(RECORD SET)

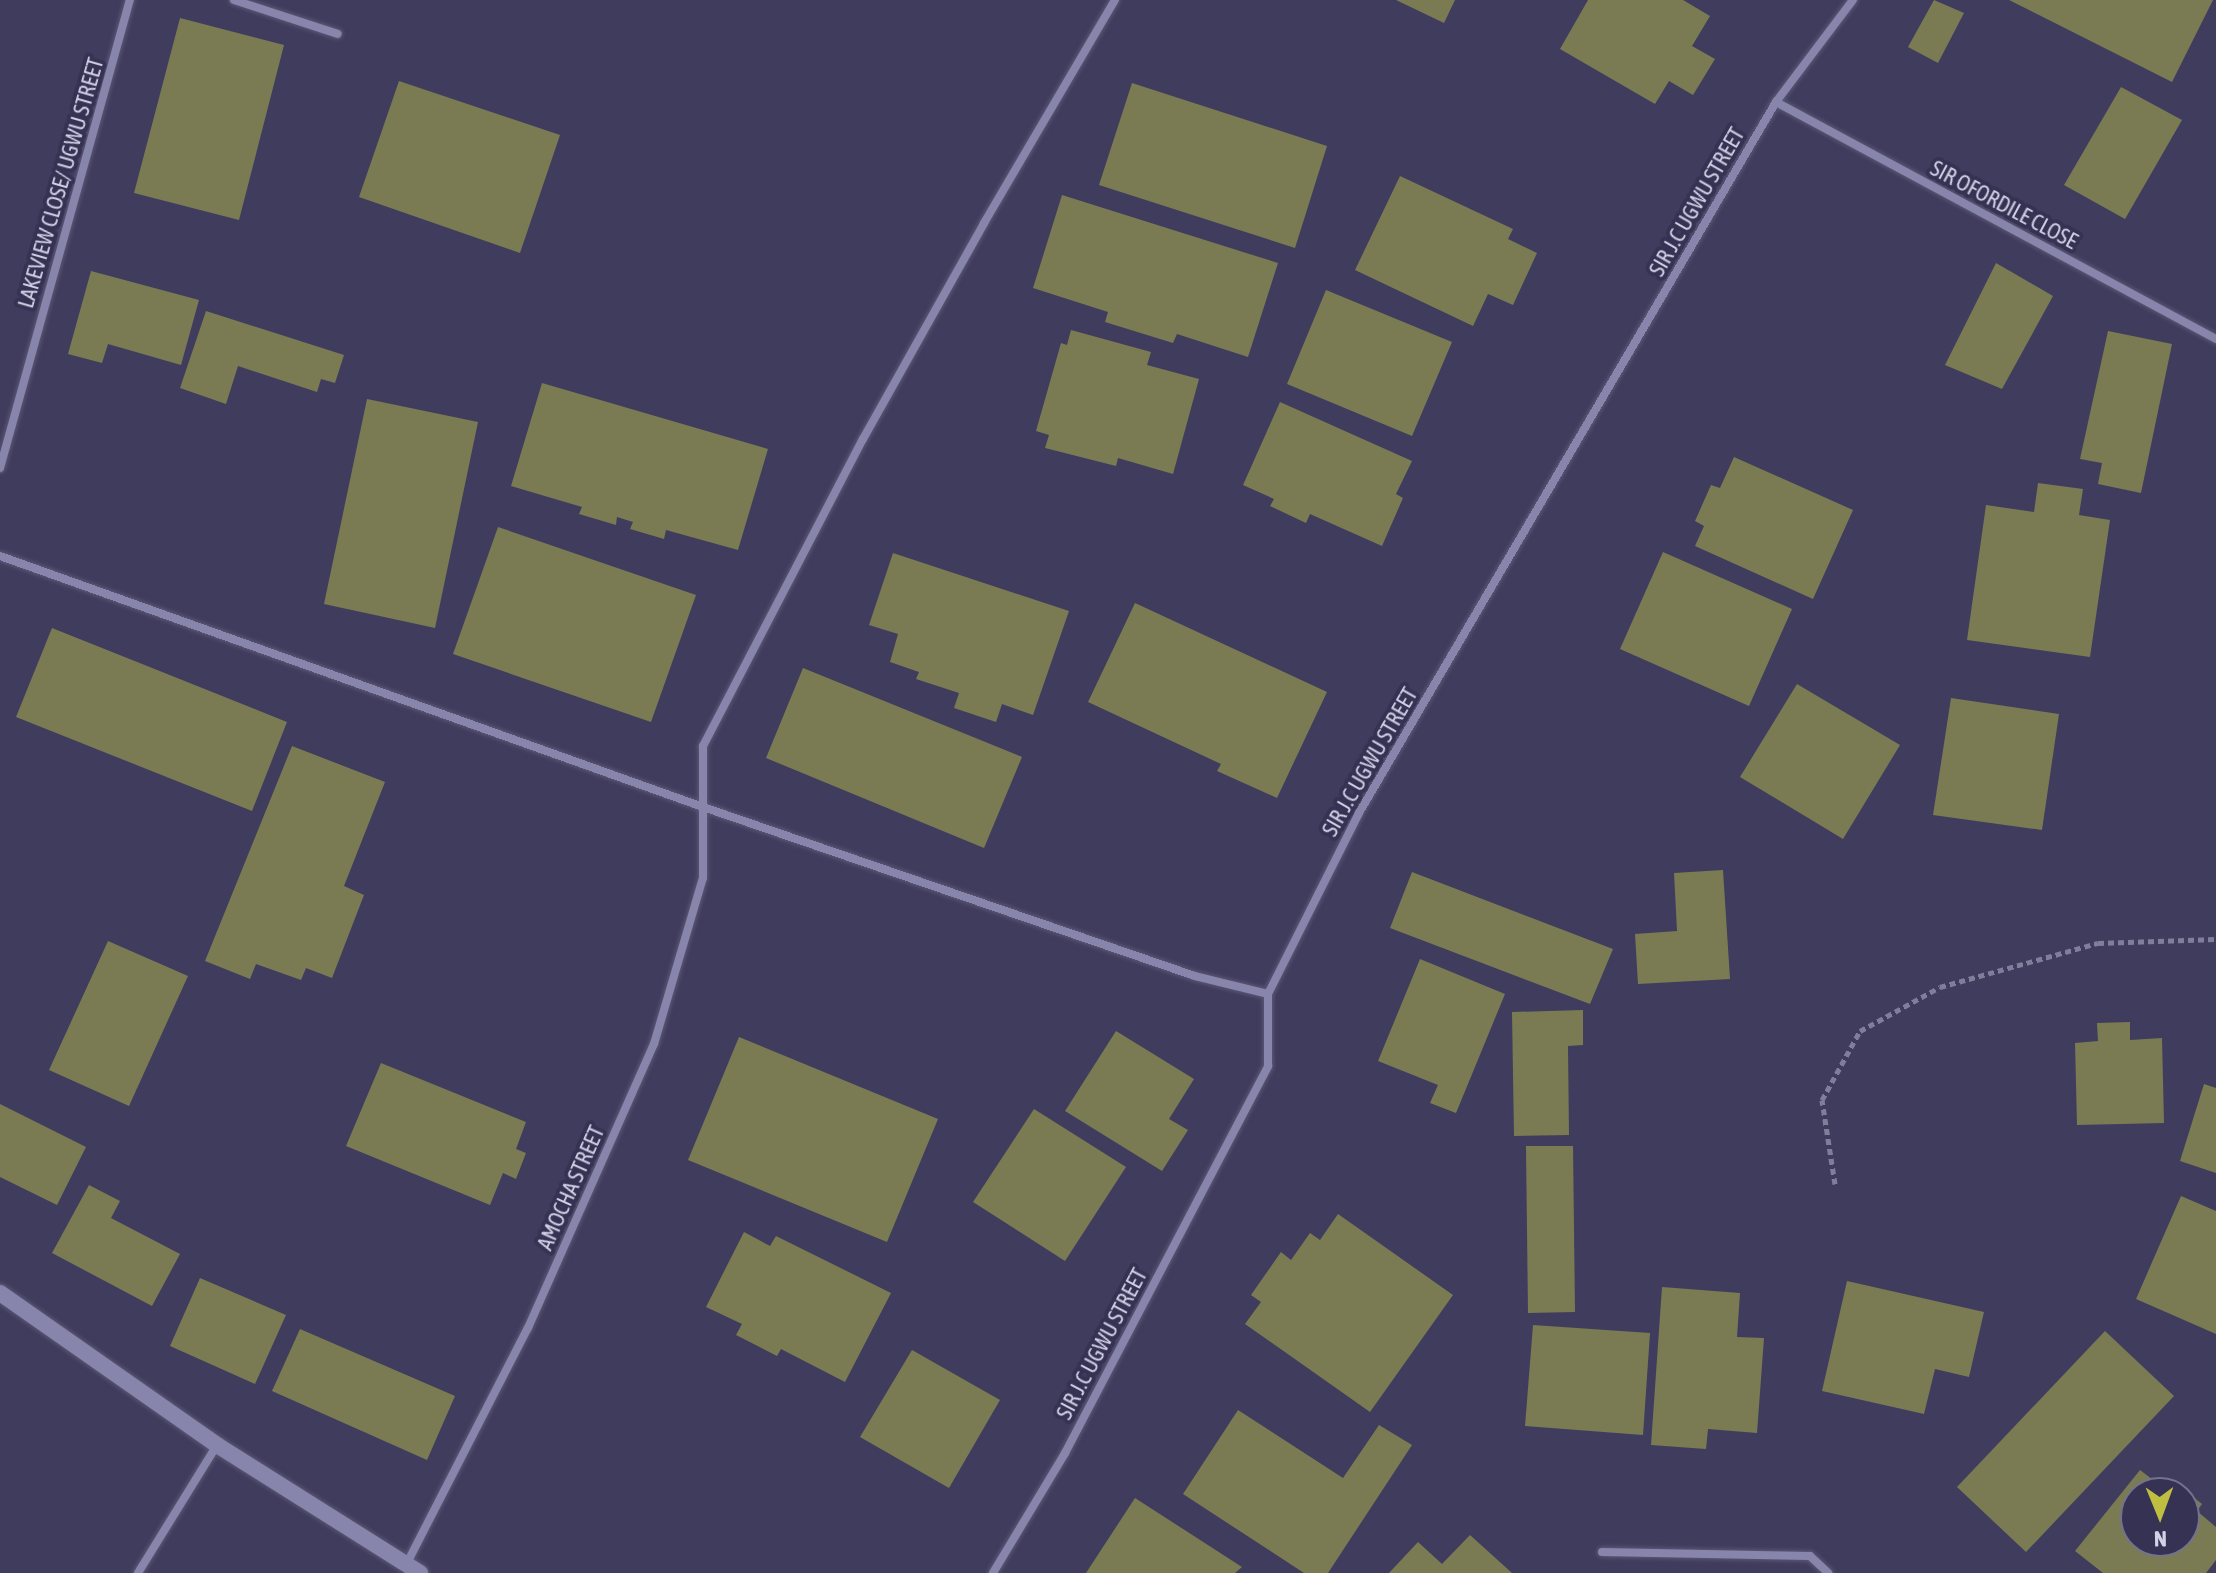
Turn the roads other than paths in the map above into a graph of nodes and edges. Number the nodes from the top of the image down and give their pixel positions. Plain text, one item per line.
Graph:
1 (130, 0) edge
2 (234, 0) edge
3 (1115, 0) edge
4 (1853, 0) edge
5 (338, 34) dead end
6 (1776, 102) junction
7 (2216, 339) edge
8 (0, 468) edge
9 (0, 556) edge
10 (703, 807) junction
11 (1268, 994) junction
12 (0, 1293) edge
13 (217, 1445) junction
14 (1602, 1552) dead end
15 (414, 1568) edge
16 (138, 1573) edge
17 (993, 1573) edge
18 (1828, 1573) edge

1 - 8 street, LAKEVIEW CLOSE/ UGWU STREET
2 - 5 street
3 - 10 street, AMOCHA STREET
4 - 6 street, SIR J.C UGWU STREET
6 - 7 street, SIR OFORDILE CLOSE
6 - 11 street, SIR J.C UGWU STREET
9 - 10 street
10 - 11 street
10 - 15 street, AMOCHA STREET
11 - 17 street, SIR J.C UGWU STREET
12 - 13 street
13 - 15 street
13 - 16 street
14 - 18 street

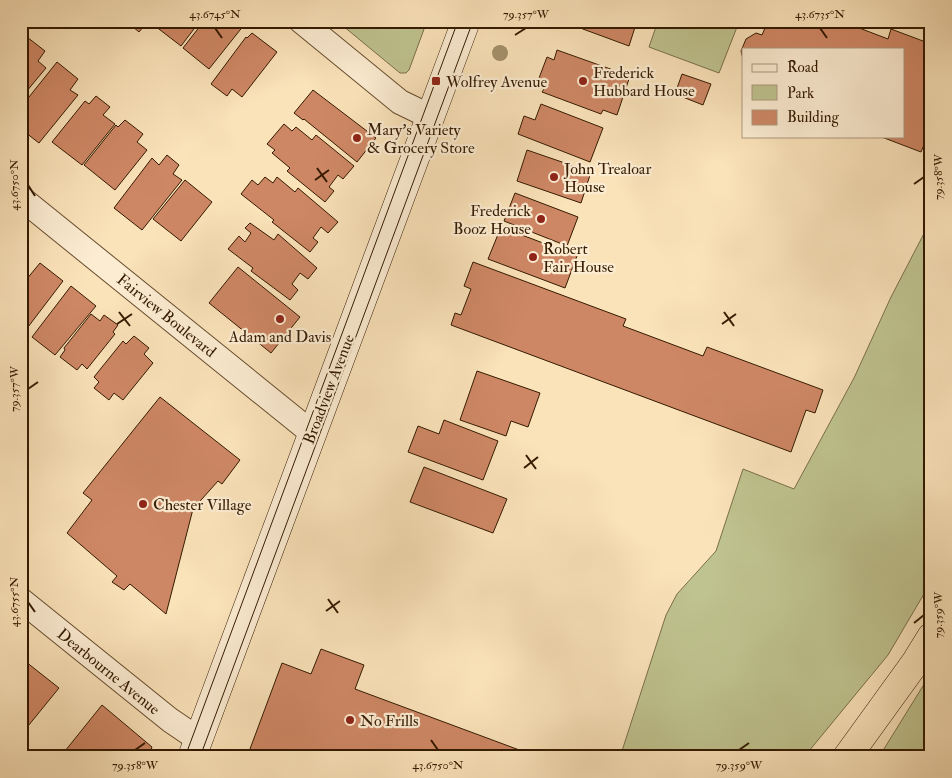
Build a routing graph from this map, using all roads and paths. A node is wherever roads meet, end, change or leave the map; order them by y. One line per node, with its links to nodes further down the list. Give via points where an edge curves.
1 (301, 21): 3 (street, via 400,102)
2 (466, 21): 3 (main road, Broadview Avenue)
3 (431, 117): 5 (main road, Broadview Avenue)
4 (21, 198): 5 (street, Fairview Boulevard)
5 (312, 433): 8 (main road, Broadview Avenue)
6 (21, 600): 8 (street, Dearbourne Avenue, via 170,720)
7 (931, 637): 9 (highway, via 916,663)
8 (195, 748)
9 (847, 757)

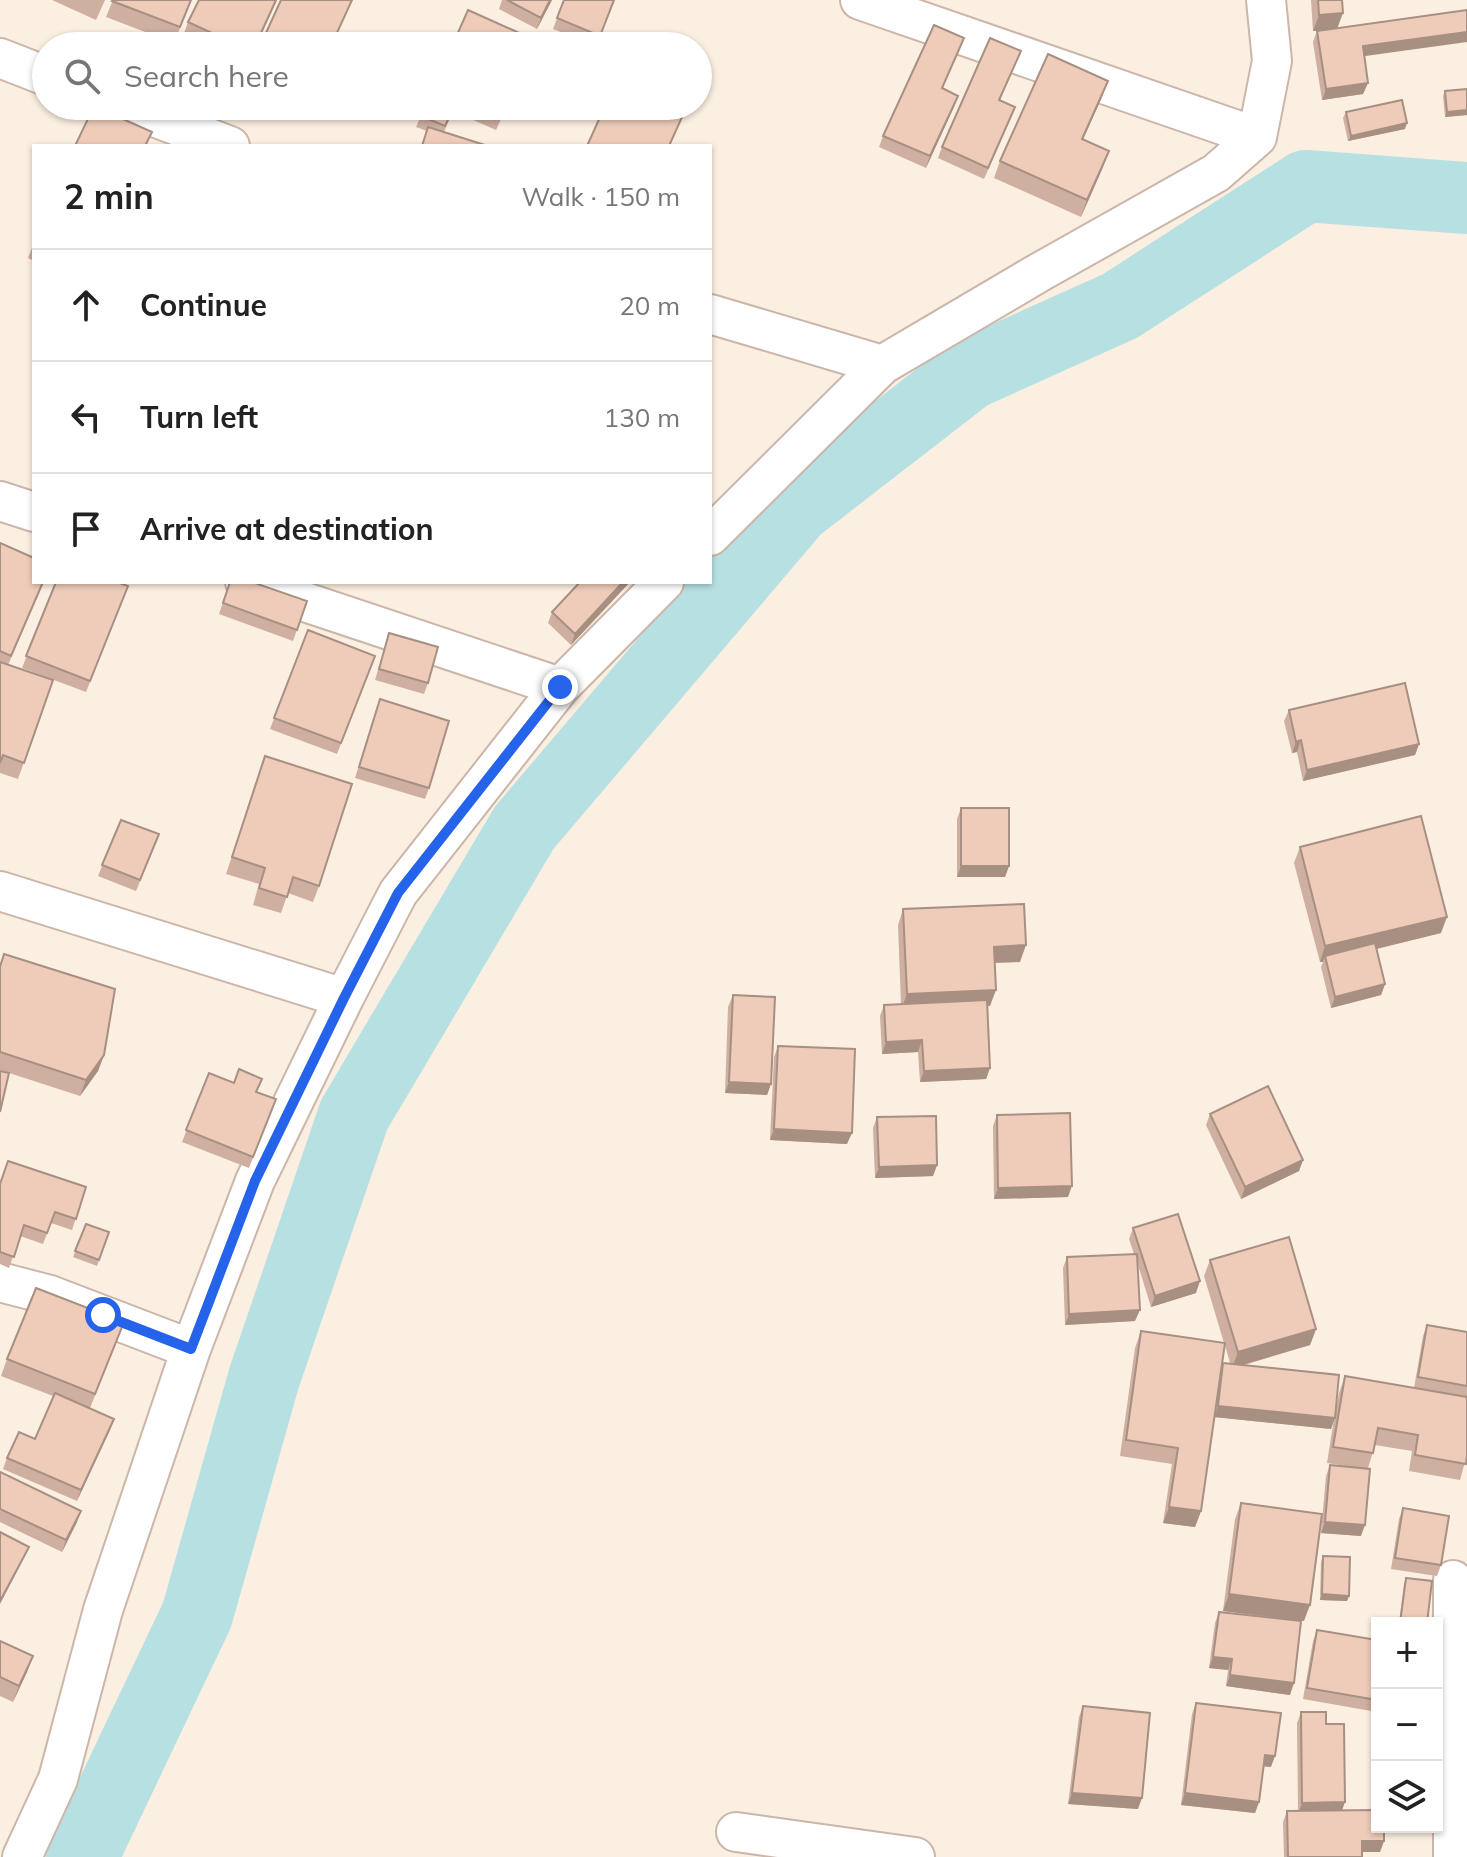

(End RECORD SET)

WHAT TO WORK ON: With the pictures left out, return the listing above exactly as it stands.

EXERCISE RESPONSE:
Turn the roads other than paths in the map above into a graph of nodes and edges. Number the nodes from the top of the image down and give their pixel positions. Plain text, one item per line.
Graph:
1 (130, 0) edge
2 (234, 0) edge
3 (1115, 0) edge
4 (1853, 0) edge
5 (338, 34) dead end
6 (1776, 102) junction
7 (2216, 339) edge
8 (0, 468) edge
9 (0, 556) edge
10 (703, 807) junction
11 (1268, 994) junction
12 (0, 1293) edge
13 (217, 1445) junction
14 (1602, 1552) dead end
15 (414, 1568) edge
16 (138, 1573) edge
17 (993, 1573) edge
18 (1828, 1573) edge

1 - 8 street, LAKEVIEW CLOSE/ UGWU STREET
2 - 5 street
3 - 10 street, AMOCHA STREET
4 - 6 street, SIR J.C UGWU STREET
6 - 7 street, SIR OFORDILE CLOSE
6 - 11 street, SIR J.C UGWU STREET
9 - 10 street
10 - 11 street
10 - 15 street, AMOCHA STREET
11 - 17 street, SIR J.C UGWU STREET
12 - 13 street
13 - 15 street
13 - 16 street
14 - 18 street

Build a routing graph from this map, using all roads and paths. A node is wherever roads meet, end, change or leave the map; order them by y. One line per node, with its links to nodes further down the list. Give via points where an edge curves.
1 (301, 21): 3 (street, via 400,102)
2 (466, 21): 3 (main road, Broadview Avenue)
3 (431, 117): 5 (main road, Broadview Avenue)
4 (21, 198): 5 (street, Fairview Boulevard)
5 (312, 433): 8 (main road, Broadview Avenue)
6 (21, 600): 8 (street, Dearbourne Avenue, via 170,720)
7 (931, 637): 9 (highway, via 916,663)
8 (195, 748)
9 (847, 757)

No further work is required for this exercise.